■ **Exercise material**:
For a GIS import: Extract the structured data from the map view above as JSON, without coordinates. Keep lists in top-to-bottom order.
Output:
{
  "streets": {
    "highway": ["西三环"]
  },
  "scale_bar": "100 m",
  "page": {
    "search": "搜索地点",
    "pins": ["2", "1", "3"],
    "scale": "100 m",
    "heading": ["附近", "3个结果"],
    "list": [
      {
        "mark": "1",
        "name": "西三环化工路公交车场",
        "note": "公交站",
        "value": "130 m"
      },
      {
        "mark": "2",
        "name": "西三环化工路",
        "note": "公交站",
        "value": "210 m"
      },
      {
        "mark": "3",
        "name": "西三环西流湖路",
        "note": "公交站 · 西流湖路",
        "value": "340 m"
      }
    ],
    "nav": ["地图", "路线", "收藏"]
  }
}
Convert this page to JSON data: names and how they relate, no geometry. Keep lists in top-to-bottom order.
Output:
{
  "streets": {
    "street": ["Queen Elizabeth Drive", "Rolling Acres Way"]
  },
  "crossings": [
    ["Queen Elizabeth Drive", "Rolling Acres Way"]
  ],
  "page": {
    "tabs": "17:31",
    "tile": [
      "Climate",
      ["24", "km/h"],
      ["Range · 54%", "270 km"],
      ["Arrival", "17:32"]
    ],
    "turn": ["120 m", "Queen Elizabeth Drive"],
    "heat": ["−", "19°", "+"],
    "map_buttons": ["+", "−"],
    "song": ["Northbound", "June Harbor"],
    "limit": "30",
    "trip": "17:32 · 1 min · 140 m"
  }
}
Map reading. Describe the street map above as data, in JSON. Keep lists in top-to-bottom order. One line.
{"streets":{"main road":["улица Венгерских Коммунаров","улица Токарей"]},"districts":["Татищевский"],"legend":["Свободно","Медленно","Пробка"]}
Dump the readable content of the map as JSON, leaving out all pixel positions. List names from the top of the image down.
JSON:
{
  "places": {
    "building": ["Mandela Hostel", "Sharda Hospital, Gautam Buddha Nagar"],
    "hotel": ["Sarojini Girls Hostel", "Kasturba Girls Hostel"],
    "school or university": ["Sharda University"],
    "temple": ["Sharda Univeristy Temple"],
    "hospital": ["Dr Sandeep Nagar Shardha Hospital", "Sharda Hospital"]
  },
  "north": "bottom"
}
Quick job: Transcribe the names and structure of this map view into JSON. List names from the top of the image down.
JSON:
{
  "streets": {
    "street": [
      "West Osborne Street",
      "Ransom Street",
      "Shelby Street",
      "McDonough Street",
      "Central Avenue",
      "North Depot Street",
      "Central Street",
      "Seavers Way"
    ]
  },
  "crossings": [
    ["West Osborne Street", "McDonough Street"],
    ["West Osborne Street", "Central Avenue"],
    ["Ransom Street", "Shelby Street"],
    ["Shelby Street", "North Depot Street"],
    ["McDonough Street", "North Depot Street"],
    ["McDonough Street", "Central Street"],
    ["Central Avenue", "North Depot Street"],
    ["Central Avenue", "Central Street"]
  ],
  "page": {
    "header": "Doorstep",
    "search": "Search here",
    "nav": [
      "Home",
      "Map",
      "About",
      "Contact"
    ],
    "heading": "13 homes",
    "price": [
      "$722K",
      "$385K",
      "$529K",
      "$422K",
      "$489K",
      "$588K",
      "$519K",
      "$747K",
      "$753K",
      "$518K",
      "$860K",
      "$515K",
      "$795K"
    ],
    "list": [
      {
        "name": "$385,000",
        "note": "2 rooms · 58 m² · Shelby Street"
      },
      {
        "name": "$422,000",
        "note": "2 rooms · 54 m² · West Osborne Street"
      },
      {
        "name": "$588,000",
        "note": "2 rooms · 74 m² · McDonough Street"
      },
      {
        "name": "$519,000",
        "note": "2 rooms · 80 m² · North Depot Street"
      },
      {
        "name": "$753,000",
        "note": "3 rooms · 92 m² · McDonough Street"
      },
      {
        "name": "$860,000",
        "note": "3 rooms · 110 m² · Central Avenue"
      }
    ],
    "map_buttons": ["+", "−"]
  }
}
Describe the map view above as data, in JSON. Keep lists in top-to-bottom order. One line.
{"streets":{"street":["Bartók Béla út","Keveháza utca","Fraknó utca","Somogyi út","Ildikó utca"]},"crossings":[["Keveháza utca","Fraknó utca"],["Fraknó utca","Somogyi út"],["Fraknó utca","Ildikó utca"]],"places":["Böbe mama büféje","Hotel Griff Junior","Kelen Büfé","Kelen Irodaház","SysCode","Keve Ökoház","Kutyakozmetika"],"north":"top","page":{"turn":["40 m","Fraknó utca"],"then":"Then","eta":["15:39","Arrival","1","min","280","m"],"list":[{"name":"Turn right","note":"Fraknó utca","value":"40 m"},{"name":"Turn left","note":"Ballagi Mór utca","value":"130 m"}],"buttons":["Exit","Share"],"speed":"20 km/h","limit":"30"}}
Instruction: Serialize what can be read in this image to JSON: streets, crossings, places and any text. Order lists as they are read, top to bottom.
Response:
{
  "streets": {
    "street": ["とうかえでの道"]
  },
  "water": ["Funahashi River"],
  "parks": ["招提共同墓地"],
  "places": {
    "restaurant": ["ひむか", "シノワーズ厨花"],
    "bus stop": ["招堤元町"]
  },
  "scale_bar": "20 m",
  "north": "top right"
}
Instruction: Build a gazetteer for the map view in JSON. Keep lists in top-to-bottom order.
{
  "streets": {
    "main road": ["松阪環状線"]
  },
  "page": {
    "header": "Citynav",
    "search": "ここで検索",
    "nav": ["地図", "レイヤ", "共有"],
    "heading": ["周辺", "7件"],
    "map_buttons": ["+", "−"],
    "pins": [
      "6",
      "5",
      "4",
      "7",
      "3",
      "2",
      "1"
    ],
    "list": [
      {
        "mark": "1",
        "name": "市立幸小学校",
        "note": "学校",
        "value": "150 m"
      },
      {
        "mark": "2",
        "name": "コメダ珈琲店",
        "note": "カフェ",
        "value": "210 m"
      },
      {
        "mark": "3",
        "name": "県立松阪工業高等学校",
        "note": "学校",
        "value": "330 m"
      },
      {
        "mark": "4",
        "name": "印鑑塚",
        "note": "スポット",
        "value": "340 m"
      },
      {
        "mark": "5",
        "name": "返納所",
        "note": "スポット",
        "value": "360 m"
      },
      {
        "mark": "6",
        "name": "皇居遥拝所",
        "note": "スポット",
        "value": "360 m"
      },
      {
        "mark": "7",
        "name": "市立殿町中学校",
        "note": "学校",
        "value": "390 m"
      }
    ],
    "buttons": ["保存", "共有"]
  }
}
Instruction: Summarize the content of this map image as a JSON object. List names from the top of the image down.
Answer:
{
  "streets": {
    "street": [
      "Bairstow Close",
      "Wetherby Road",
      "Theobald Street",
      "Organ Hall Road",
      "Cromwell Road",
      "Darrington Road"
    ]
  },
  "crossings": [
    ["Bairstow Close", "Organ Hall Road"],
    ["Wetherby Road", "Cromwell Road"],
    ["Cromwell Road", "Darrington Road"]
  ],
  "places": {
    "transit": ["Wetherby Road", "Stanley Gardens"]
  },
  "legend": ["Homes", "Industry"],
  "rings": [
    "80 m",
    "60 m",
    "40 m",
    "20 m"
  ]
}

■ **Assignment**: Looking at the data above, return every line from the one with "Dump the readable" down to the one with "Quick job: Transcribe", exactly and inclusively.

■ **Problem solution**:
Dump the readable content of the map as JSON, leaving out all pixel positions. List names from the top of the image down.
JSON:
{
  "places": {
    "building": ["Mandela Hostel", "Sharda Hospital, Gautam Buddha Nagar"],
    "hotel": ["Sarojini Girls Hostel", "Kasturba Girls Hostel"],
    "school or university": ["Sharda University"],
    "temple": ["Sharda Univeristy Temple"],
    "hospital": ["Dr Sandeep Nagar Shardha Hospital", "Sharda Hospital"]
  },
  "north": "bottom"
}
Quick job: Transcribe the names and structure of this map view into JSON. List names from the top of the image down.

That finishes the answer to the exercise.